Rapid and Simultaneous Identification of Two Salmonella enterica Serotypes, Enteritidis and Typhimurium from Chicken and Meat Products by Multiplex PCR

In order to overcome the large volume of work required to detect and identify food samples that may contain Salmonella enterica serotypes Enteritidis and Typhimurium, multiplex polymerase chain reaction (m-PCR) was used as a diagnostic tool to identify Salmonella enterica, Salmonella enterica ser. Enteritidis and Typhimurium in naturally contaminated meat and poultry products. Three sets of known S. enterica and serotypes S. enteritidis and S. typhimurium specific primers were applied to simultaneous identification of such pathogens in the most frequently used fresh and frozen meat (beef and lamb) and poultry (chicken) products (whole, cut, ground and processed) collected from eight locations within Irbid city (Jordan). Out of 93 samples, Only 21 (22.5%) samples contained serotype S. typhimurium alone.
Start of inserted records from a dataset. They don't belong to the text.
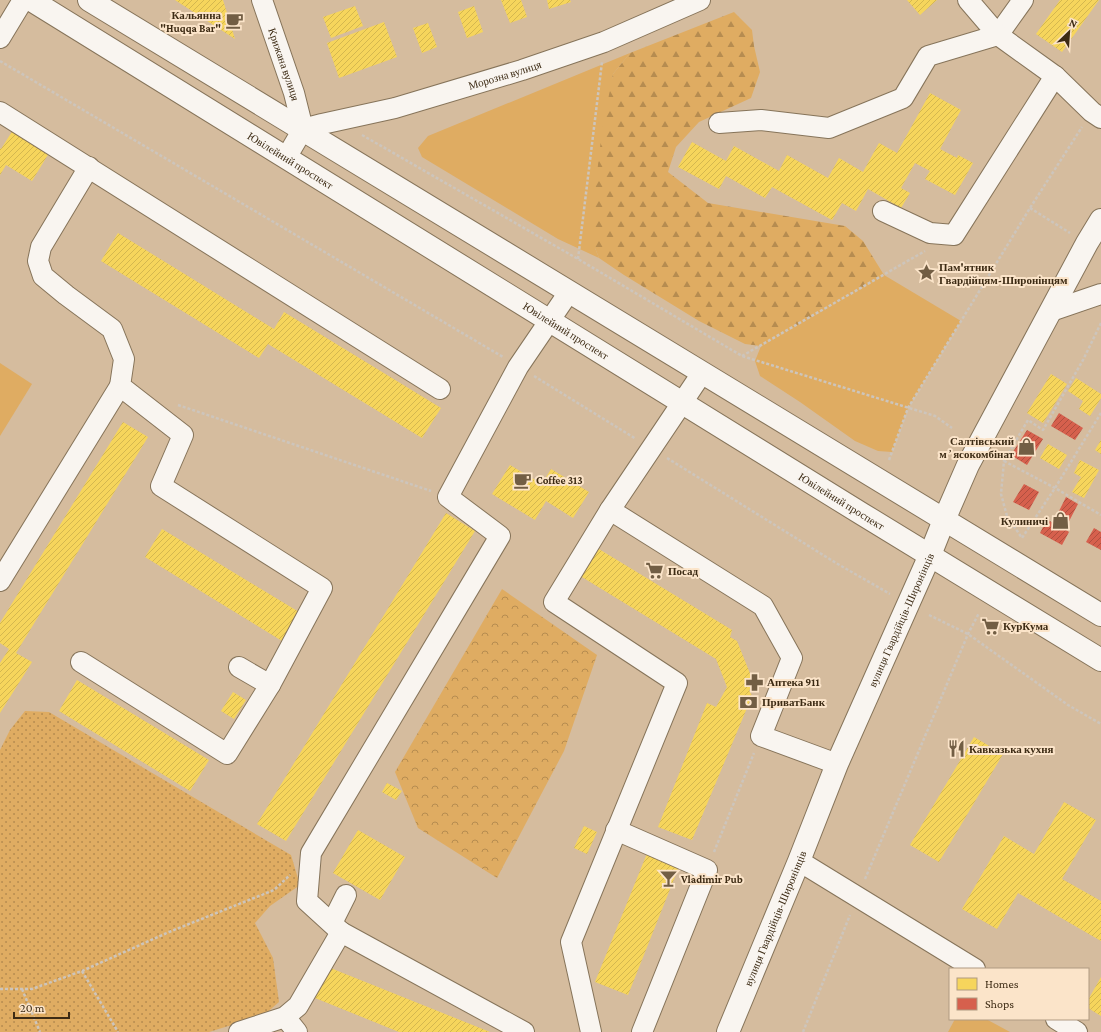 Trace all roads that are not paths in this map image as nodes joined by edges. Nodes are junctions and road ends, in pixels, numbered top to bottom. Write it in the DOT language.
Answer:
graph roads {
  1 [pos="23,0"];
  2 [pos="31,0"];
  3 [pos="89,0"];
  4 [pos="262,0"];
  5 [pos="700,0"];
  6 [pos="968,0"];
  7 [pos="1023,0"];
  8 [pos="998,35"];
  9 [pos="0,38"];
  10 [pos="1056,76"];
  11 [pos="0,112"];
  12 [pos="1097,115"];
  13 [pos="719,123"];
  14 [pos="303,130"];
  15 [pos="286,158"];
  16 [pos="89,167"];
  17 [pos="883,211"];
  18 [pos="1101,220"];
  19 [pos="569,292"];
  20 [pos="1101,294"];
  21 [pos="1051,311"];
  22 [pos="549,321"];
  23 [pos="702,373"];
  24 [pos="120,386"];
  25 [pos="440,389"];
  26 [pos="682,403"];
  27 [pos="610,510"];
  28 [pos="944,520"];
  29 [pos="930,555"];
  30 [pos="0,581"];
  31 [pos="1101,616"];
  32 [pos="1101,660"];
  33 [pos="81,662"];
  34 [pos="239,666"];
  35 [pos="270,685"];
  36 [pos="837,764"];
  37 [pos="616,830"];
  38 [pos="799,861"];
  39 [pos="346,895"];
  40 [pos="336,928"];
  41 [pos="972,968"];
  42 [pos="285,1016"];
  43 [pos="1058,1020"];
  44 [pos="239,1032"];
  45 [pos="297,1032"];
  46 [pos="524,1032"];
  47 [pos="591,1032"];
  48 [pos="642,1032"];
  49 [pos="728,1032"];
  50 [pos="1077,1032"];
  1 -- 9 [label="street"];
  2 -- 15 [label="main road, Ювілейний проспект"];
  3 -- 14 [label="main road"];
  4 -- 14 [label="street, Крижана вулиця"];
  5 -- 14 [label="street, Морозна вулиця"];
  6 -- 8 [label="street"];
  7 -- 8 [label="street"];
  8 -- 10 [label="street"];
  8 -- 13 [label="street"];
  10 -- 12 [label="street"];
  10 -- 17 [label="street"];
  11 -- 16 [label="street"];
  14 -- 15 [label="street"];
  14 -- 19 [label="main road"];
  15 -- 22 [label="main road, Ювілейний проспект"];
  16 -- 24 [label="street"];
  16 -- 25 [label="street"];
  18 -- 21 [label="main road, вулиця Гвардійців-Широнінців"];
  19 -- 22 [label="street"];
  19 -- 23 [label="main road"];
  20 -- 21 [label="street"];
  21 -- 28 [label="main road, вулиця Гвардійців-Широнінців"];
  22 -- 26 [label="main road, Ювілейний проспект"];
  22 -- 40 [label="street"];
  23 -- 26 [label="street"];
  23 -- 28 [label="main road"];
  24 -- 30 [label="street"];
  24 -- 35 [label="street"];
  26 -- 27 [label="street"];
  26 -- 29 [label="main road, Ювілейний проспект"];
  27 -- 36 [label="street"];
  27 -- 37 [label="street"];
  28 -- 29 [label="main road, вулиця Гвардійців-Широнінців"];
  28 -- 31 [label="main road"];
  29 -- 32 [label="main road, Ювілейний проспект"];
  29 -- 36 [label="main road, вулиця Гвардійців-Широнінців"];
  33 -- 35 [label="street"];
  34 -- 35 [label="street"];
  36 -- 38 [label="main road, вулиця Гвардійців-Широнінців"];
  37 -- 47 [label="street"];
  37 -- 48 [label="street"];
  38 -- 41 [label="street"];
  38 -- 49 [label="main road, вулиця Гвардійців-Широнінців"];
  39 -- 40 [label="street"];
  40 -- 42 [label="street"];
  40 -- 46 [label="street"];
  42 -- 44 [label="street"];
  42 -- 45 [label="street"];
  43 -- 50 [label="street"];
} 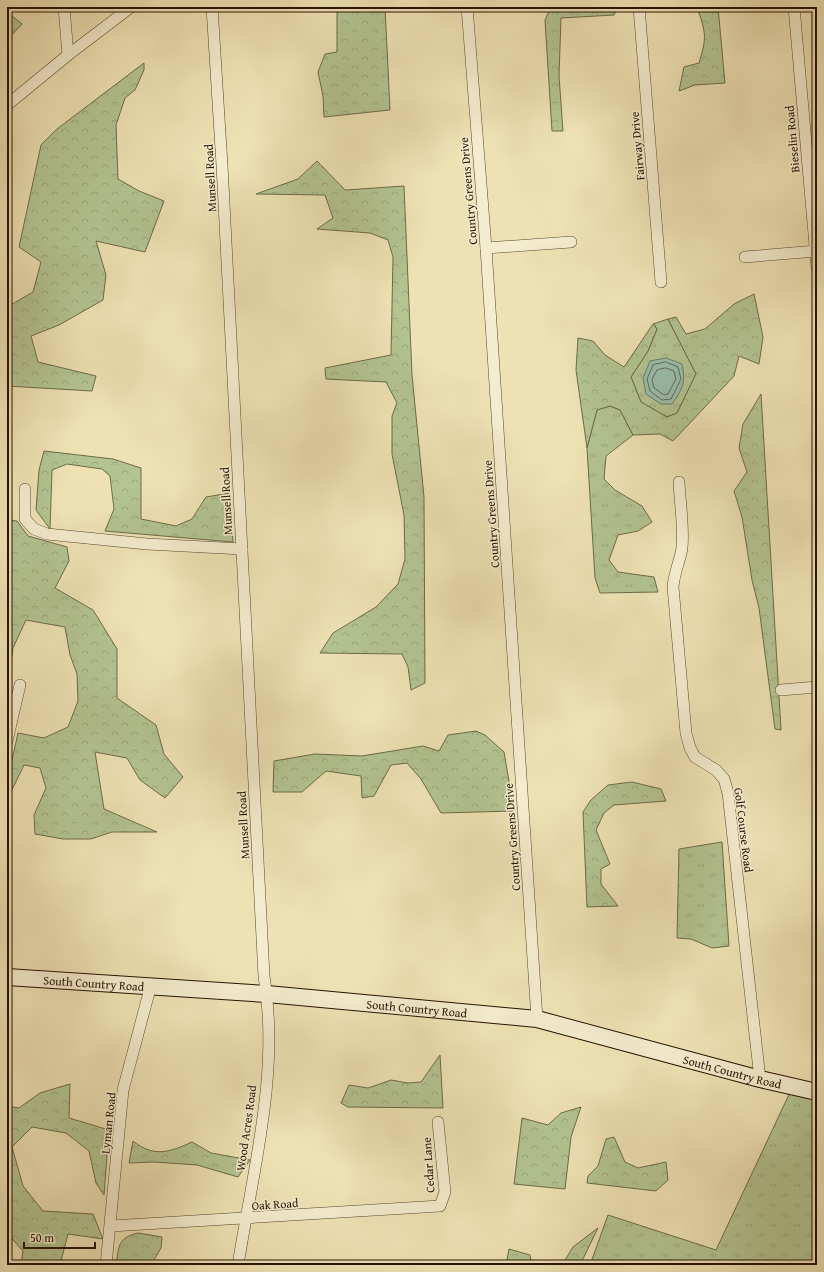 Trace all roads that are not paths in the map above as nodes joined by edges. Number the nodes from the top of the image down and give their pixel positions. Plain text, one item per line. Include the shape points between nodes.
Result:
1 (64, 7) edge
2 (131, 7) edge
3 (212, 7) edge
4 (467, 7) edge
5 (639, 7) edge
6 (794, 7) edge
7 (68, 55) junction
8 (7, 104) edge
9 (571, 242) dead end
10 (486, 248) junction
11 (816, 251) edge
12 (745, 257) dead end
13 (817, 268) edge
14 (661, 282) dead end
15 (679, 482) dead end
16 (26, 489) dead end
17 (242, 549) junction
18 (20, 686) dead end
19 (817, 687) edge
20 (781, 690) dead end
21 (7, 741) edge
22 (7, 977) edge
23 (151, 985) junction
24 (267, 994) junction
25 (536, 1019) junction
26 (760, 1079) junction
27 (817, 1092) edge
28 (438, 1122) dead end
29 (440, 1206) joint
30 (245, 1218) junction
31 (111, 1226) junction
32 (106, 1265) edge
33 (238, 1265) edge

1 - 7 street
2 - 7 street
3 - 17 street, Munsell Road
4 - 10 street, Country Greens Drive
5 - 14 street, Fairway Drive
6 - 11 street, Bieselin Road
7 - 8 street
9 - 10 street
10 - 25 street, Country Greens Drive
11 - 12 street
11 - 13 street, Bieselin Road
15 - 26 street, Golf Course Road via 682,550 672,587 686,733 695,757 716,770 724,779 728,793
16 - 17 street via 25,520 34,529 47,534 148,544
17 - 24 street, Munsell Road
18 - 21 street
19 - 20 street
22 - 23 main road, South Country Road
23 - 24 main road, South Country Road
23 - 31 street, Lyman Road via 123,1090
24 - 25 main road, South Country Road
24 - 30 street, Wood Acres Road via 269,1015 265,1105
25 - 26 main road, South Country Road
26 - 27 main road, South Country Road
28 - 29 street, Cedar Lane via 445,1192
29 - 30 street, Oak Road
30 - 31 street, Oak Road
30 - 33 street, Wood Acres Road
31 - 32 street, Lyman Road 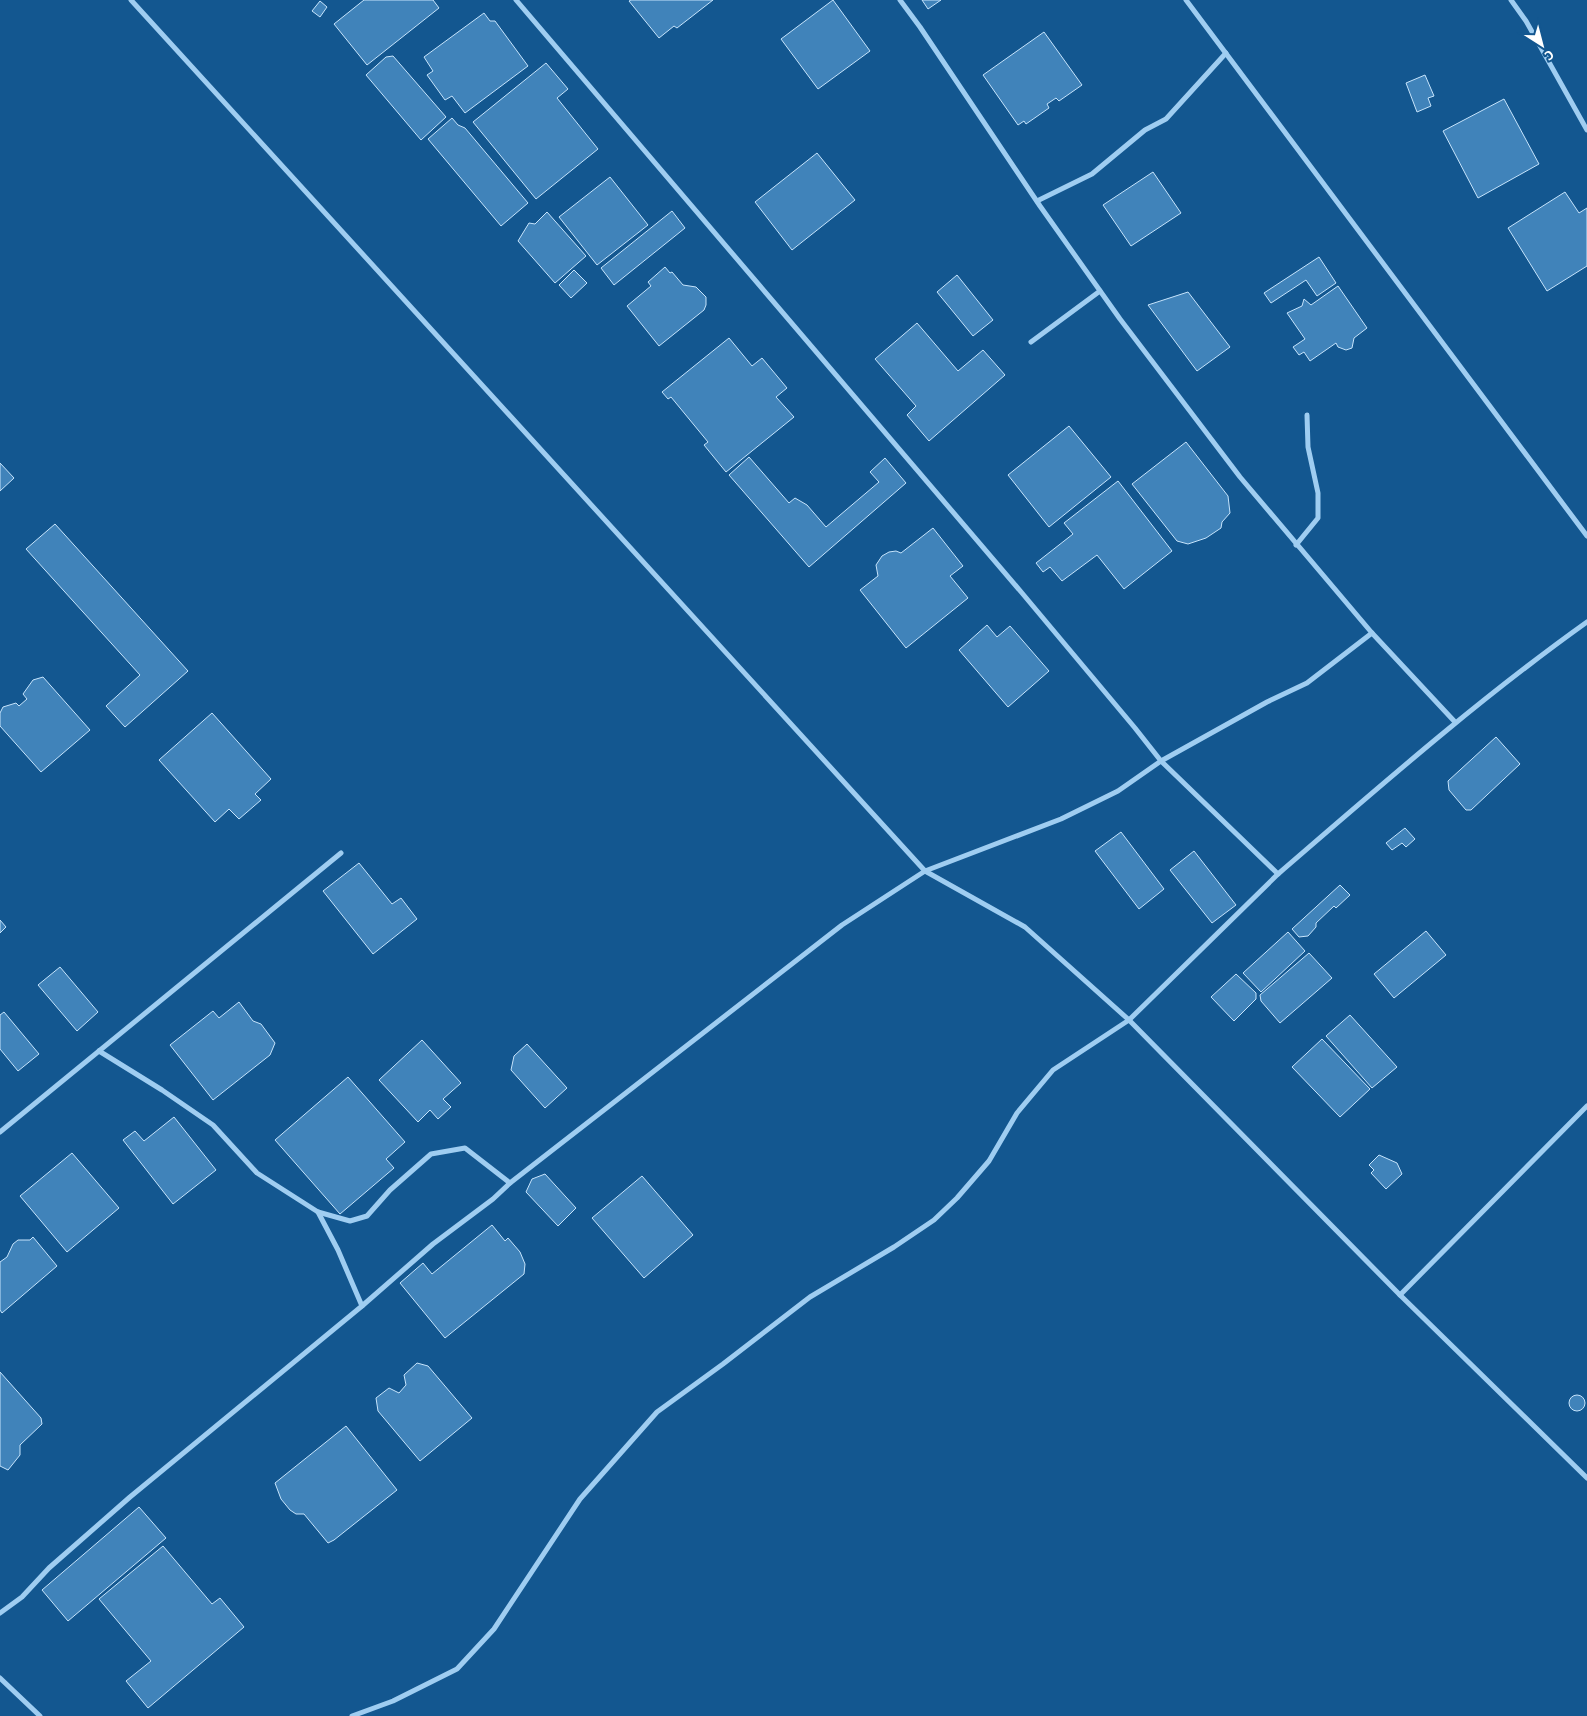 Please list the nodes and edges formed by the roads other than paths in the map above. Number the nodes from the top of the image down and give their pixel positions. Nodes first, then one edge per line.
1 (130, 0) edge
2 (516, 0) edge
3 (900, 0) edge
4 (1186, 0) edge
5 (1511, 0) edge
6 (1226, 53) junction
7 (1587, 130) edge
8 (1037, 201) junction
9 (1100, 291) junction
10 (1031, 342) dead end
11 (1307, 415) dead end
12 (1587, 536) edge
13 (1296, 545) junction
14 (1587, 622) edge
15 (1372, 633) junction
16 (1455, 722) junction
17 (1161, 761) junction
18 (341, 854) dead end
19 (925, 871) junction
20 (1278, 874) junction
21 (1129, 1020) junction
22 (99, 1051) junction
23 (1587, 1106) edge
24 (0, 1132) edge
25 (510, 1183) junction
26 (318, 1212) junction
27 (1400, 1295) junction
28 (362, 1306) junction
29 (1587, 1478) edge
30 (0, 1613) edge
31 (0, 1678) edge
32 (40, 1716) edge
33 (352, 1716) edge

1 - 19 street
2 - 17 street
3 - 8 street
4 - 6 street
5 - 7 street
6 - 8 street
6 - 12 street
8 - 9 street
9 - 10 street
9 - 13 street
11 - 13 street
13 - 15 street
14 - 16 street
15 - 16 street
15 - 17 street
16 - 20 street
17 - 19 street
17 - 20 street
18 - 22 street
19 - 21 street
19 - 25 street
20 - 21 street
21 - 27 street
21 - 33 street
22 - 24 street
22 - 26 street
23 - 27 street
25 - 26 street
25 - 28 street
26 - 28 street
27 - 29 street
28 - 30 street
31 - 32 street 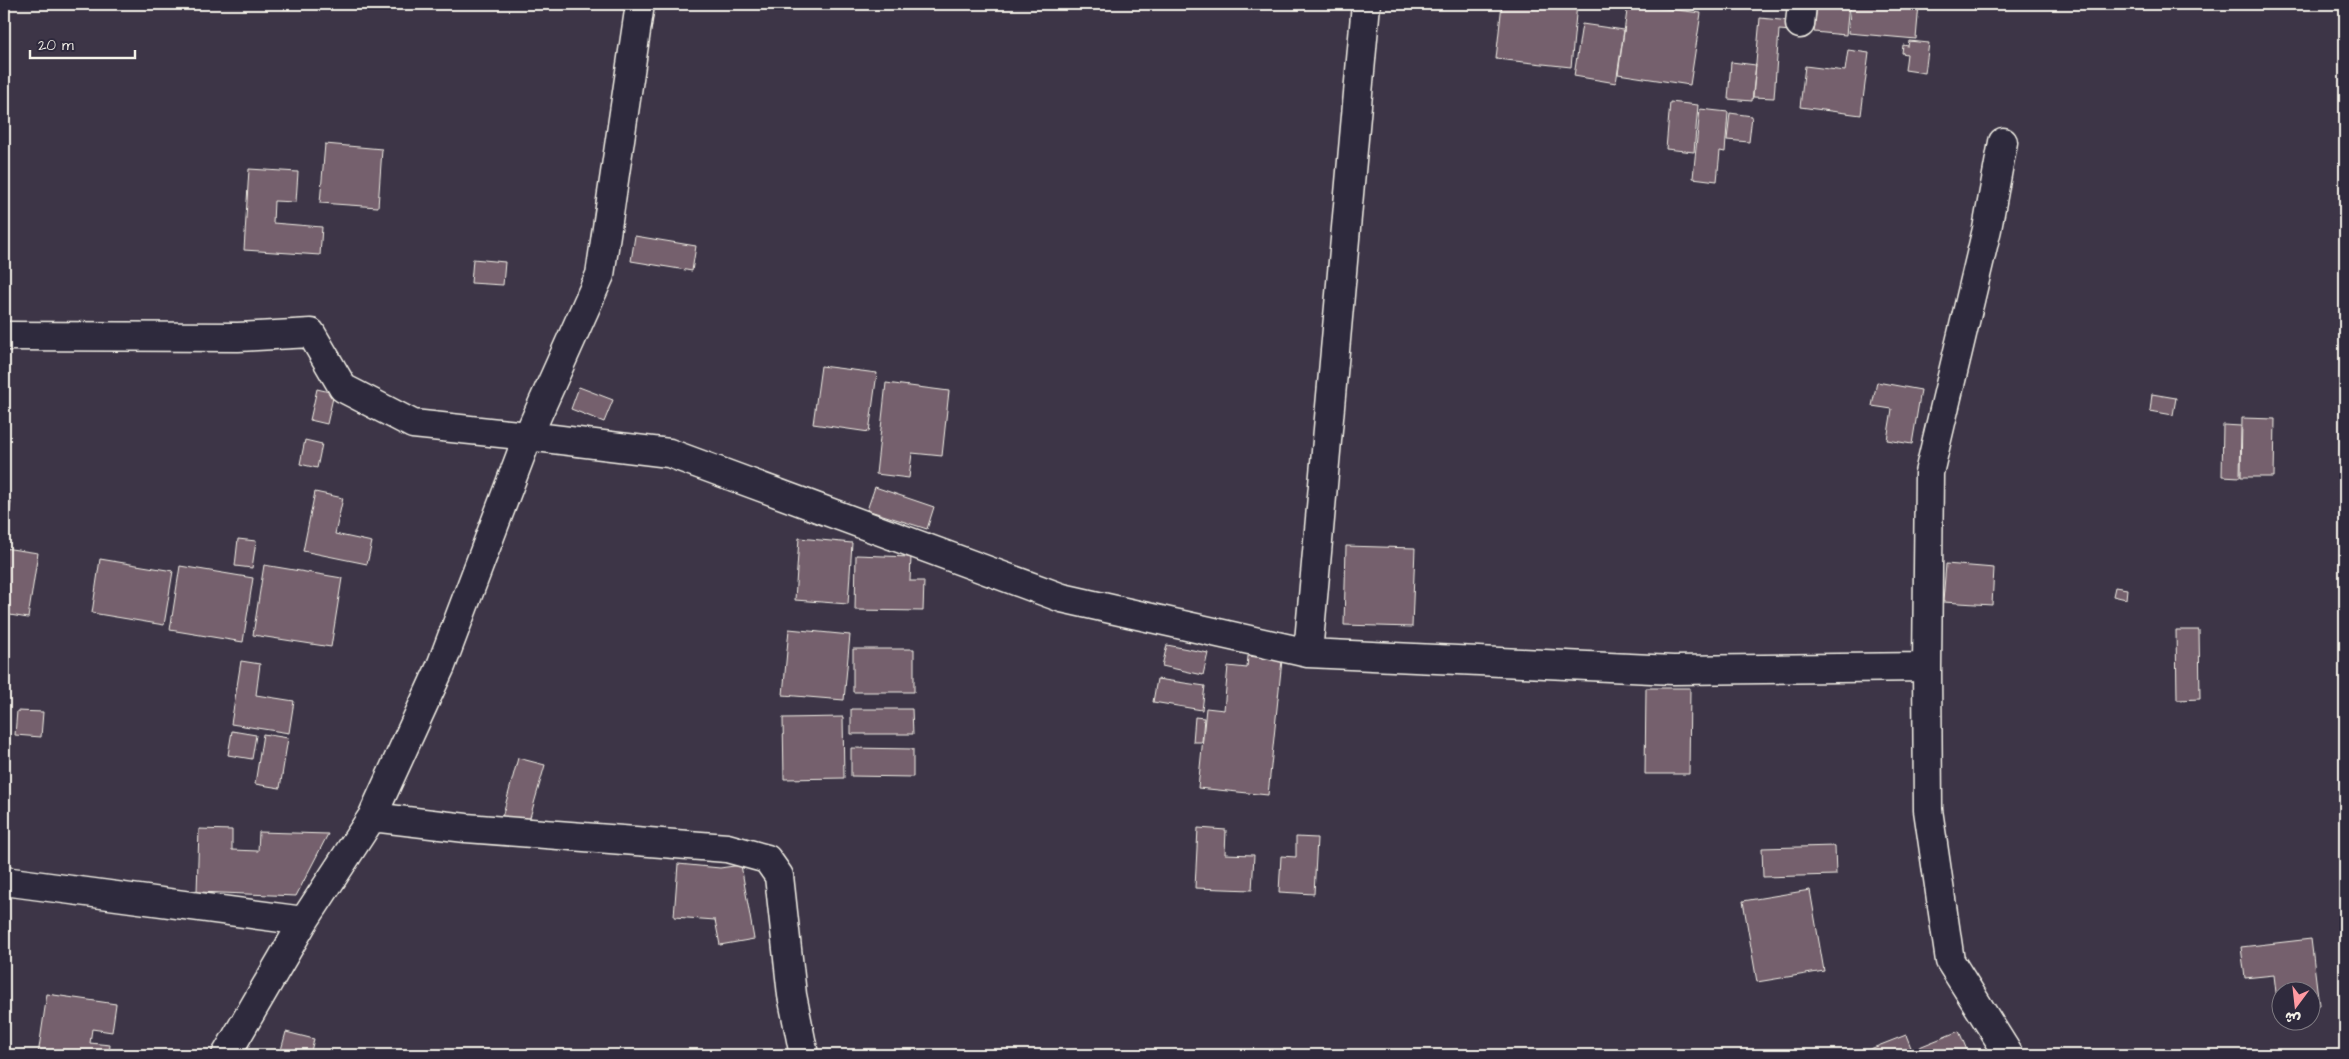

Nineteen samples (20%) showed the 312 bp specific band for serotype S. enteritidis specific band. A total of 28 (30%) samples showed only for S. enterica genus and 25 (26.8%) samples showed both serotypes S. enteritidis and S. typhimurium. In general, 46 (49.5%) samples contained serotype S. typhimurium, while 44 (47.3%) samples contained serotype S. enteritidis. Multiplex PCR amplification was shown to be an effective and rapid method for the simultaneous identification of such pathogens in food samples.